= Beginning of Section =

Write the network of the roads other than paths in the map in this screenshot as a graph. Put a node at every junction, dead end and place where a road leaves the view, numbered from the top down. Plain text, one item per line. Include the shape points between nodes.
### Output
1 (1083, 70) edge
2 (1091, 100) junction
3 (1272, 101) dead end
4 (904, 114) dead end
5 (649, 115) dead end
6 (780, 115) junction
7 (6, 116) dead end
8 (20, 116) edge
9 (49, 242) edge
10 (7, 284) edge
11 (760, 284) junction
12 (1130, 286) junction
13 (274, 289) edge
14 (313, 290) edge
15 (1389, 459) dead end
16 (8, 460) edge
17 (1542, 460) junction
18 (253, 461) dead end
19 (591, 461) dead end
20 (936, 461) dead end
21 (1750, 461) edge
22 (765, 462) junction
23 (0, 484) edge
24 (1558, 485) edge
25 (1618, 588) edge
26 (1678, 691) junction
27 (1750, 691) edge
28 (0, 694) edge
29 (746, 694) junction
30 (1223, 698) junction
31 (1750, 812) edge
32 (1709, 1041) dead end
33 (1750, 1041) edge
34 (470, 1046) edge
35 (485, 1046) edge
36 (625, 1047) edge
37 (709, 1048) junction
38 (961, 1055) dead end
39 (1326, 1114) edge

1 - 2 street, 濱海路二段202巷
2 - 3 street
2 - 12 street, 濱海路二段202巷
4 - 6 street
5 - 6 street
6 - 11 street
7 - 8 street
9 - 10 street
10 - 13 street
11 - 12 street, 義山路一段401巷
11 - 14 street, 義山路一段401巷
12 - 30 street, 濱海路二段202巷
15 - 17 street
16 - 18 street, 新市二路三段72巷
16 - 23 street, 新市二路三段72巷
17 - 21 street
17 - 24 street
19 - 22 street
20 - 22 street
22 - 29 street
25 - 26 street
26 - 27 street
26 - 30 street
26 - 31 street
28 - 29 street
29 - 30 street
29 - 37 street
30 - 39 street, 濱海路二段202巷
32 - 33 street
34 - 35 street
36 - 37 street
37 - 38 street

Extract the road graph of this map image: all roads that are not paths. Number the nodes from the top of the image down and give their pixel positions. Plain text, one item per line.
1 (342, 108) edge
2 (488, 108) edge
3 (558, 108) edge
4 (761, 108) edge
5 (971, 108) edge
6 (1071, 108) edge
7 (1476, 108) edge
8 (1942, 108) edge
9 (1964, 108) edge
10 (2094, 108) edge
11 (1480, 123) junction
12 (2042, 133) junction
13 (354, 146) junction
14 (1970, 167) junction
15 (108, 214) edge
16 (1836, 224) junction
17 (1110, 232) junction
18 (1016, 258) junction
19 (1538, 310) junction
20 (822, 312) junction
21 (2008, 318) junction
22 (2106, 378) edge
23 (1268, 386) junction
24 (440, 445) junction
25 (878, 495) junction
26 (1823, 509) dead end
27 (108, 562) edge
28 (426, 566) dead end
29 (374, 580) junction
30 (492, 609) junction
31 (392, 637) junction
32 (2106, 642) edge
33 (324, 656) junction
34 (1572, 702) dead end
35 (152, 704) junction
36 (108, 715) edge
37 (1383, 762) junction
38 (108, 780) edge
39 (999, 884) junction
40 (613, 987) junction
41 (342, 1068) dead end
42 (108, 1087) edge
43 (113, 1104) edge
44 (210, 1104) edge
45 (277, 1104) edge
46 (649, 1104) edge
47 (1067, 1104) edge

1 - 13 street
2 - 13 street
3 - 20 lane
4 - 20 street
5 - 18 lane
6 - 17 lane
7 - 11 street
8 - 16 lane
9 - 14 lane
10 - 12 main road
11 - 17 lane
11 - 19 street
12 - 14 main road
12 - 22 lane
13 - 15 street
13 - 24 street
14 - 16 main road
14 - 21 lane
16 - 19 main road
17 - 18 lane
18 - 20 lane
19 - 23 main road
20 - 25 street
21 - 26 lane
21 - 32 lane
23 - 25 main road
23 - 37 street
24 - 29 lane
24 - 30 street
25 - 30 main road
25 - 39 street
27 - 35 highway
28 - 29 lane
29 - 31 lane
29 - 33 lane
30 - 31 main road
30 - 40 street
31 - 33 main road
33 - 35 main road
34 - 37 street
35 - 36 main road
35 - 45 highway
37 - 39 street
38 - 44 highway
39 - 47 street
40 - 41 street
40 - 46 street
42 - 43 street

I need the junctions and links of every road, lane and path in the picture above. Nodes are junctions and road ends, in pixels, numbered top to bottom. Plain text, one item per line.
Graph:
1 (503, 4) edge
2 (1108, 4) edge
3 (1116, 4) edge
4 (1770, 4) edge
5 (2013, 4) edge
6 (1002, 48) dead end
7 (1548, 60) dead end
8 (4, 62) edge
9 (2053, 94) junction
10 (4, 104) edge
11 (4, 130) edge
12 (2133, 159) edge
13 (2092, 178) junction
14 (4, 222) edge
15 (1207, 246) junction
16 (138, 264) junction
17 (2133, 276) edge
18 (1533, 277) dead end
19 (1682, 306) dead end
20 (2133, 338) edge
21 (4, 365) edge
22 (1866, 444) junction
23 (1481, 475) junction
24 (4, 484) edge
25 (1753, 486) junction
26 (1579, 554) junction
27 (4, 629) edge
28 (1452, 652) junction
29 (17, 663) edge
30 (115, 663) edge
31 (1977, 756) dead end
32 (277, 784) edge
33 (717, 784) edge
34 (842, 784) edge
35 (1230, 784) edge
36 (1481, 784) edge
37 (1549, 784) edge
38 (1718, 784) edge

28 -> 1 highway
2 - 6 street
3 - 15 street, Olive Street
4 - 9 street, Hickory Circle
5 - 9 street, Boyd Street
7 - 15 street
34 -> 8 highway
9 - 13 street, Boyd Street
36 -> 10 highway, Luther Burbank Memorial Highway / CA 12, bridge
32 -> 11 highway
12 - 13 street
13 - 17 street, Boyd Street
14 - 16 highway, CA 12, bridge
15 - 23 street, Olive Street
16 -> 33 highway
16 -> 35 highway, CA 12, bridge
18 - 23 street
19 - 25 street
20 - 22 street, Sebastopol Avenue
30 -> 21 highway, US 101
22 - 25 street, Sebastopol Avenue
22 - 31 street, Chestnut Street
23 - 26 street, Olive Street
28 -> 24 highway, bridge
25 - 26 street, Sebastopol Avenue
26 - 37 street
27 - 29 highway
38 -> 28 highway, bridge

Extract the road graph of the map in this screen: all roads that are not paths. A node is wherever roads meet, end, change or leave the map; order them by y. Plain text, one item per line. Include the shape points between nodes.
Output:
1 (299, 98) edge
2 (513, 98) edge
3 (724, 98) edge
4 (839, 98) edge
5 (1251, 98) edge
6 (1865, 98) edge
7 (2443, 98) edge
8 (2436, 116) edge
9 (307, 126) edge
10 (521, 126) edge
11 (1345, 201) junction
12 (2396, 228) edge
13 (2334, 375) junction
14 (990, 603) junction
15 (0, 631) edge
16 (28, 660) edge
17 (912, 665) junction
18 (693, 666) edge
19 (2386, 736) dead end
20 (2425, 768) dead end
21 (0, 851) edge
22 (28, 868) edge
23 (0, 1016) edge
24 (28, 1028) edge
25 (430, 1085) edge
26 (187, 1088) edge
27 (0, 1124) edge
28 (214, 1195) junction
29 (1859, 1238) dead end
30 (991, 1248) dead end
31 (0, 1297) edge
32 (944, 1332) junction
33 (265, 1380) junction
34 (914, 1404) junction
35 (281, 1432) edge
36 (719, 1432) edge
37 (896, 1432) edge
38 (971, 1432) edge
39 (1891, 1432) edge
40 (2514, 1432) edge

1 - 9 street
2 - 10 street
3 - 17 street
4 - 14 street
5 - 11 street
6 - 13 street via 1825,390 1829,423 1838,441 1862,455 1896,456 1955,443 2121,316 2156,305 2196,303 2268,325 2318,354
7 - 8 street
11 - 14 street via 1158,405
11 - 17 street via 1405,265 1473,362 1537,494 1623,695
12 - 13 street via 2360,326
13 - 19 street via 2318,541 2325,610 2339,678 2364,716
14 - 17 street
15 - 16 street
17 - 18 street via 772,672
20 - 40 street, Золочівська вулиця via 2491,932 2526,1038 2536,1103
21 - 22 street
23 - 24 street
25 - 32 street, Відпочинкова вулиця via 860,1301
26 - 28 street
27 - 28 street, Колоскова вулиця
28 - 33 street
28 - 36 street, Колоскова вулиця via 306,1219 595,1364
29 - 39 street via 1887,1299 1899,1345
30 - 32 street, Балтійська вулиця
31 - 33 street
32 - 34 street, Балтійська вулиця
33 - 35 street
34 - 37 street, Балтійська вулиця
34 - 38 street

= End of Section =

WHAT THE EXERCISE ASKS
Show the lines from the data above that contain the string "bridge".

PROBLEM SOLUTION
36 -> 10 highway, Luther Burbank Memorial Highway / CA 12, bridge
14 - 16 highway, CA 12, bridge
16 -> 35 highway, CA 12, bridge
28 -> 24 highway, bridge
38 -> 28 highway, bridge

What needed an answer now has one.